Resume : CdS is a frequently used buffer layer in chalcogenide thin film solar cells. It can be prepared by a variety of deposition techniques as thermal evaporation (TE), close-spaced sublimation (CSS), chemical bath deposition (CBD), magnetron sputtering (MS), and others. This contribution summarizes extended studies of the Fermi level position at the surfaces of CdS layers using photoelectron spectroscopy. Different substrates and different deposition conditions are compared. It will be shown that the Fermi level depends noticeably on the deposition technique. In particular, as-deposited films grown on fluorine doped SnO2 show Fermi levels of EF-EVB = 1.8-2.2 eV (TE), 2.1-2.5 eV (CSS), 1.7-2.4 eV (MS), and ≈2.0 eV (CBD), respectively. The Fermi level of TE-CdS shows no apparent dependence on substrate material. Considerably lower Fermi level positions of EF-EVB ≈ 1.5 eV are reproducibly found for CBD-CdS grown on Cu(In,Ga)Se2. The results show that the Fermi level in CdS can be strongly pinned by intrinsic defects, which can even lead to a modification of energy band alignment at interfaces. It will furthermore be demonstrated that annealing in oxygen modifies the pinning position and changes the energy band alignment to the underlying substrate. A discussion of the observations in terms of intrinsic defects in CdS calculated using density functional theory will be provided.

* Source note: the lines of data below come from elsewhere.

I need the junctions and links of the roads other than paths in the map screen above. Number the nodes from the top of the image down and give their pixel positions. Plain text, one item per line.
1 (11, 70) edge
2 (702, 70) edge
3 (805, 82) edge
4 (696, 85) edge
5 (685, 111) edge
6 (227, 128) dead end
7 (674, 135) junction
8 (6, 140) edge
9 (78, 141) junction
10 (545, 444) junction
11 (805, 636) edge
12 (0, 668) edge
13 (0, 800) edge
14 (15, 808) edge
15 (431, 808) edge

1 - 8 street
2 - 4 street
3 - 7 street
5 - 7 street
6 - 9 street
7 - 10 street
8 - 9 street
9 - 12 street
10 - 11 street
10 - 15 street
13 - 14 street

Resume : Zn(O,S) grown by chemical bath deposition (CBD) is well established as an alternative buffer to CdS in Cu(In,Ga)Se2 (CIGS) solar cells. Nevertheless, these devices often have a lower open-circuit voltage Voc than CdS-buffered references. This contribution promotes the understanding of Voc loss in CIGS cells buffered with Zn(O,S). A series of CIGS cells with different Zn(O,S) buffer thicknesses between 0 and 40 nm was generated by varying the time of the CBD process. All other layers of the cell stack were processed similarly: sputtered Mo, co-evaporated CIGS, as well as (Zn,Mg)O and ZnO:Al by sputtering. Reference cells from the same CIGS run were fabricated with CdS/i-ZnO/ZnO:Al. The Voc of the CIGS cells with increasing Zn(O,S) buffer thickness increases significantly from values below 500 mV for the 0 nm to 660-670 mV for the 40 nm samples. The latter values are close to the 690-700 mV found for the CdS-buffered references. Voltage-dependent external quantum efficiency (EQE(V)) measurements reveal almost no bias dependence for the cells with thick Zn(O,S), very similar to the CdS-buffered cells. The EQE(V) curves of CIGS cells with thin Zn(O,S) buffers, however, exhibit a distinct dependency on the applied bias voltage. Collection losses at positive bias voltages are possibly a result of interface recombination. This topic will be discussed with the focus on Voc of the Zn(O,S) series, complemented by the influence of a post-annealing step on the electrical cell properties.

Resume : Time resolved photoluminescence (TRPL) is a promising method for the investigation of carrier dynamics and recombination kinetics in semiconductor devices. To characterize Cu(In,Ga)Se2 (short: CIGS) solar cells, we measured the TRPL for different applied external forward voltages and excitation intensities. We show that the TRPL decay time increases with increasing voltage in case of a high excitation intensity. This result is valid for a wide range of excitation frequencies of the laser. However, for low excitation intensity the decay time is unchanged by an external voltage. By simulation of the measured transients with Synopsys TCAD we determined a set of third level parameters which allow to fit the experimental photoluminescence transients for different voltages. The calculated quantities were Schockley-Read-Hall lifetime, doping density and minority carrier mobility of the solar cell's absorber layer with values of 10ns, 10E15/cm3 and 5cm2/Vs, respectively for a standard CIGS solar cell. We note that the minority carrier mobility is difficult to obtain by other methods. We further studied the appearance of a photovoltage in TRPL experiments with single-photon-counting-methods. By experimental and theoretical results we show, that the voltage externally applied gives the same transient than the internal photovoltage at open-circuit conditions. Moreover the open-circuit voltage shows a dependence of the laser repetition rate.